Im Mai 1863 gründete Ferdinand Lassalle unter dem Namen „Allgemeiner Deutscher Arbeiterverein“ die erste sozialdemokratische Partei in Deutschland. Doch schon bald wurde diese durch das Sozialistengesetz verboten. „Die Sozialdemokraten haben das Leiden gelernt“, erklärte Franz Walter ein Ergebnis der zwölfjährigen Verfolgung. Und sie hätten das Leiden auch ein wenig „lieben gelernt“. Denn sie seien aus den Verbotsjahren gestärkt hervorgegangen. Völlig unvorbereitet habe die SPD dann nach dem Ende des Kaiserreichs die Übernahme der Regierungsmacht getroffen, so der Göttinger Politologieprofessor. Was man konkret hätte machen wollen – darüber hätte sich keiner Gedanken gemacht. Gerhard Schröder habe ein ungestörtes Verhältnis zur Macht, lobte Walter. Dies sei ein Unterschied zu vielen anderen Sozialdemokraten in der Geschichte der SPD.

„Eine Partei, die sich von ihrem Parteivorsitzenden das Streiten verbieten lasse, hat an Würde verloren“, hatte Franz Walter in einem Referat vor dem schleswig-holsteinischen SPD-Parteitag gesagt. Manche hätten dies im Nachhinein als Aufforderung verstanden, den dortigen Landesvorsitzenden abzuwählen. Dies sei womöglich der Grund dafür, dass man ihn nicht zur offiziellen 140-Jahre-Feier nach Berlin eingeladen hat.

„Seit 140 Jahren gibt es die Krisen“, relativierte der Hochschullehrer die heutige Situation der SPD. „Und zwar viel elementarere.“ Die SPD sei jetzt ein wenig bockig, „und das ist ganz berechtigt“. Er beklagte, dass es keine wirklich offene Diskussion gebe. „Denn es gibt Alternativen.“ Man könne feststellen, dass sich die Ziele nicht geändert haben und nur die Instrumente andere sein müssten.

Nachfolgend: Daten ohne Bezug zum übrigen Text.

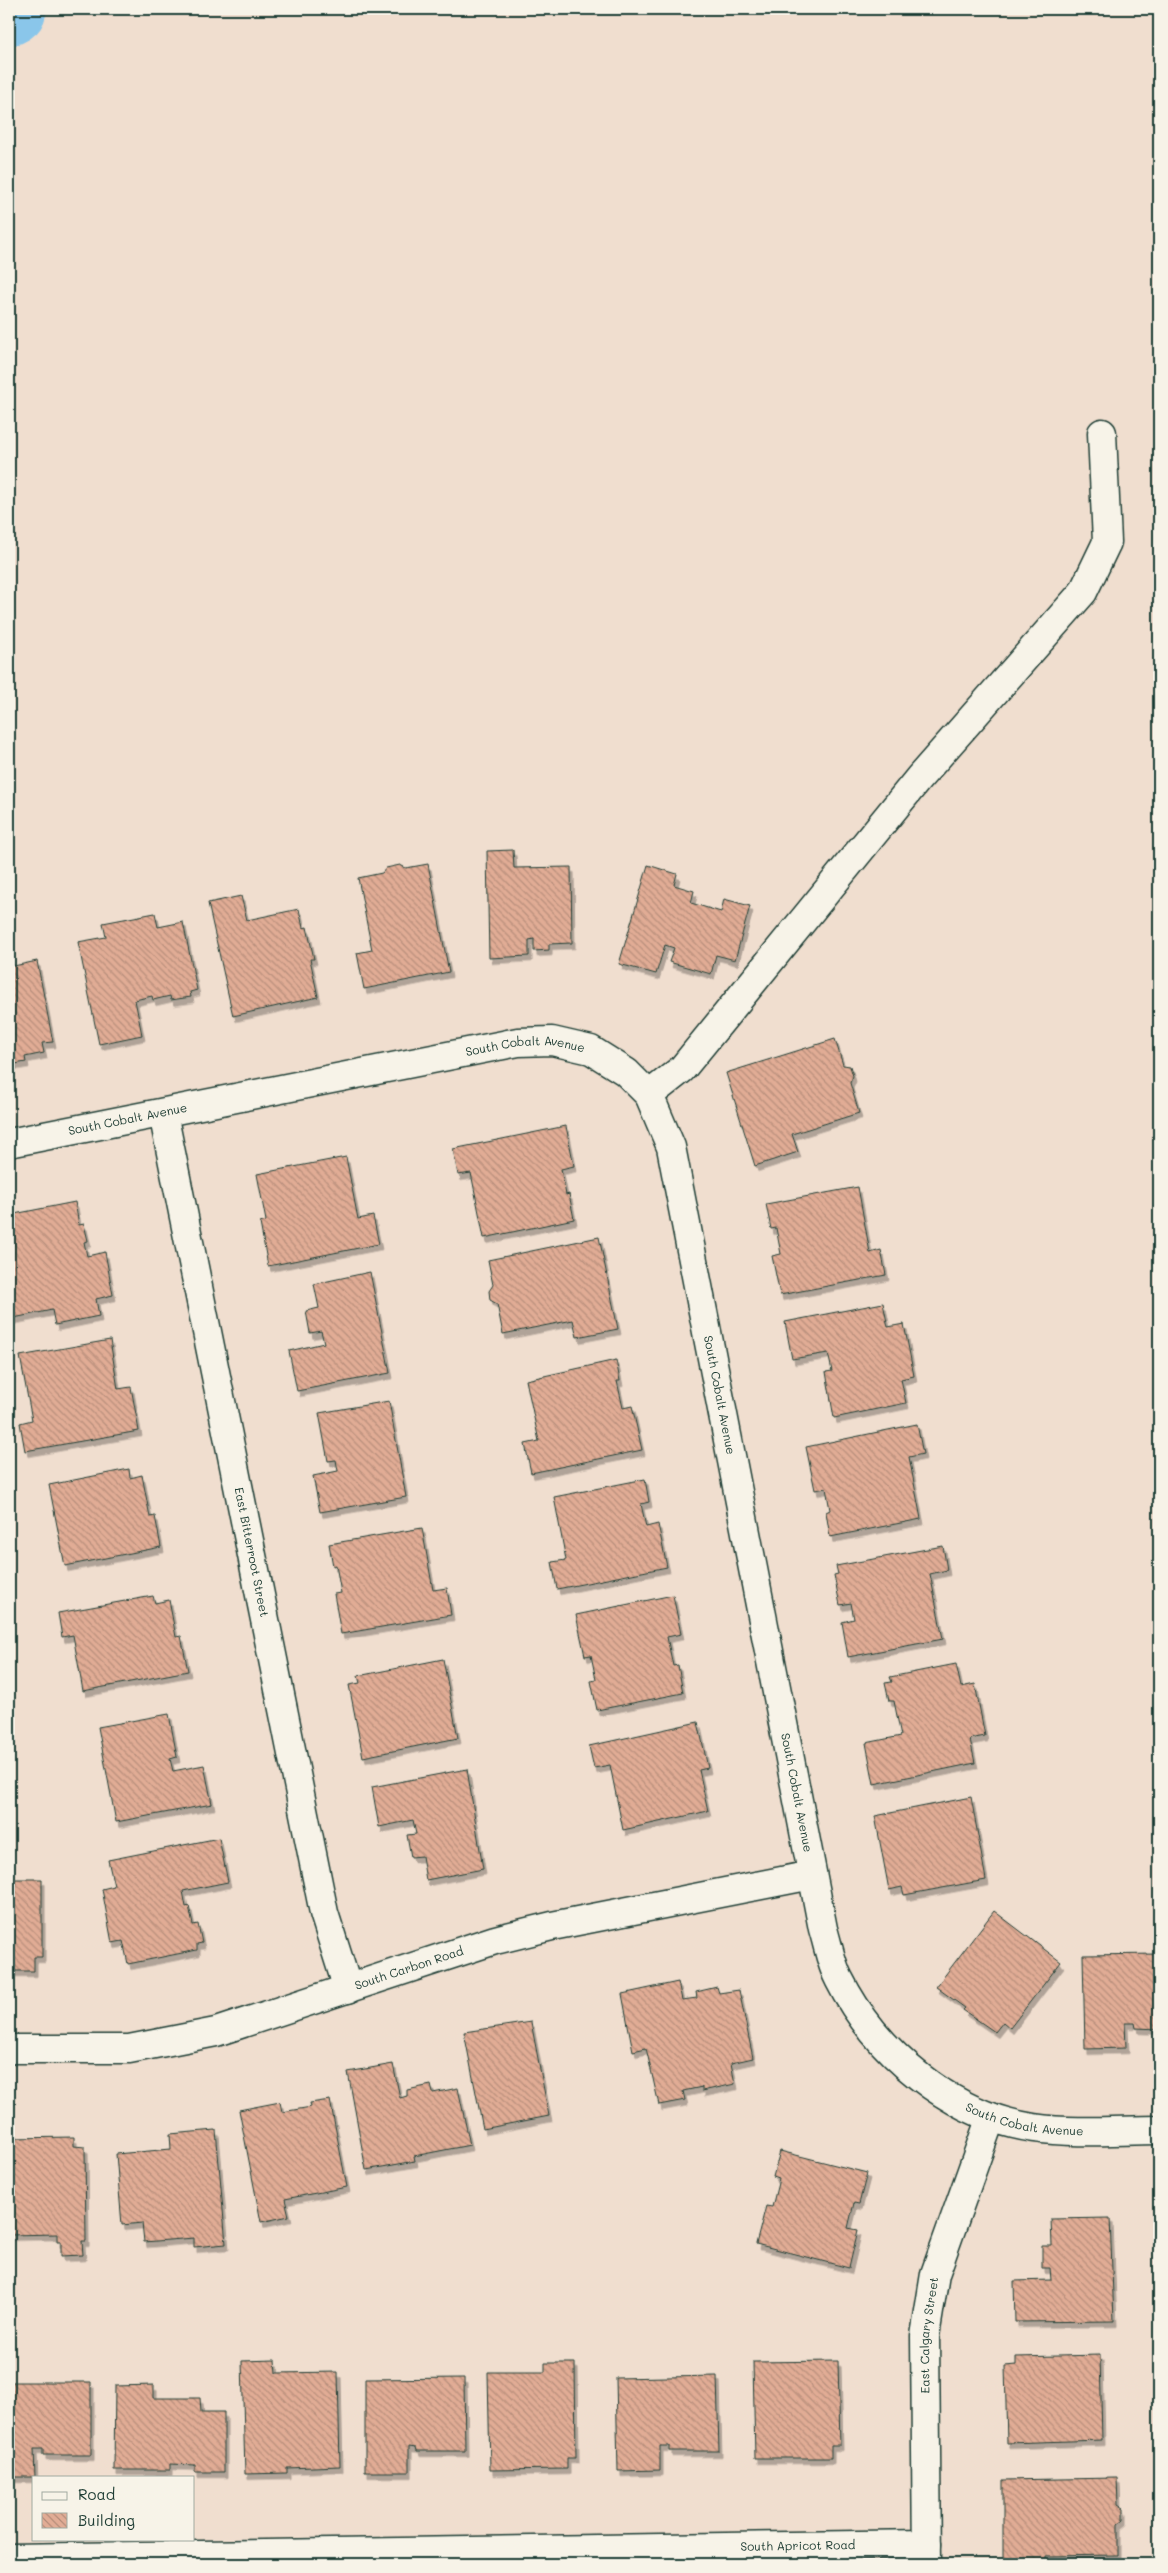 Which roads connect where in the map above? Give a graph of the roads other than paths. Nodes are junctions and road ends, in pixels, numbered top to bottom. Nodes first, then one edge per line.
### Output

Oder man sei der Meinung, dass sich auch die Ziele geändert hätten. „Wollt ihr den Sozialstaat noch? Oder ist der Sozialstaat etwas, was entmündigt?“ Darüber müsse endlich debattiert werden.

Kerstin Griese unterstrich, dass sie an einem starken Sozialstaat festhalten wolle, er müsse jedoch weitaus „intelligenter organisiert“ sein. Leider habe es Gerhard Schröder verpasst, in seiner Regierungserklärung die tatsächliche Dramatik der Situation darzustellen.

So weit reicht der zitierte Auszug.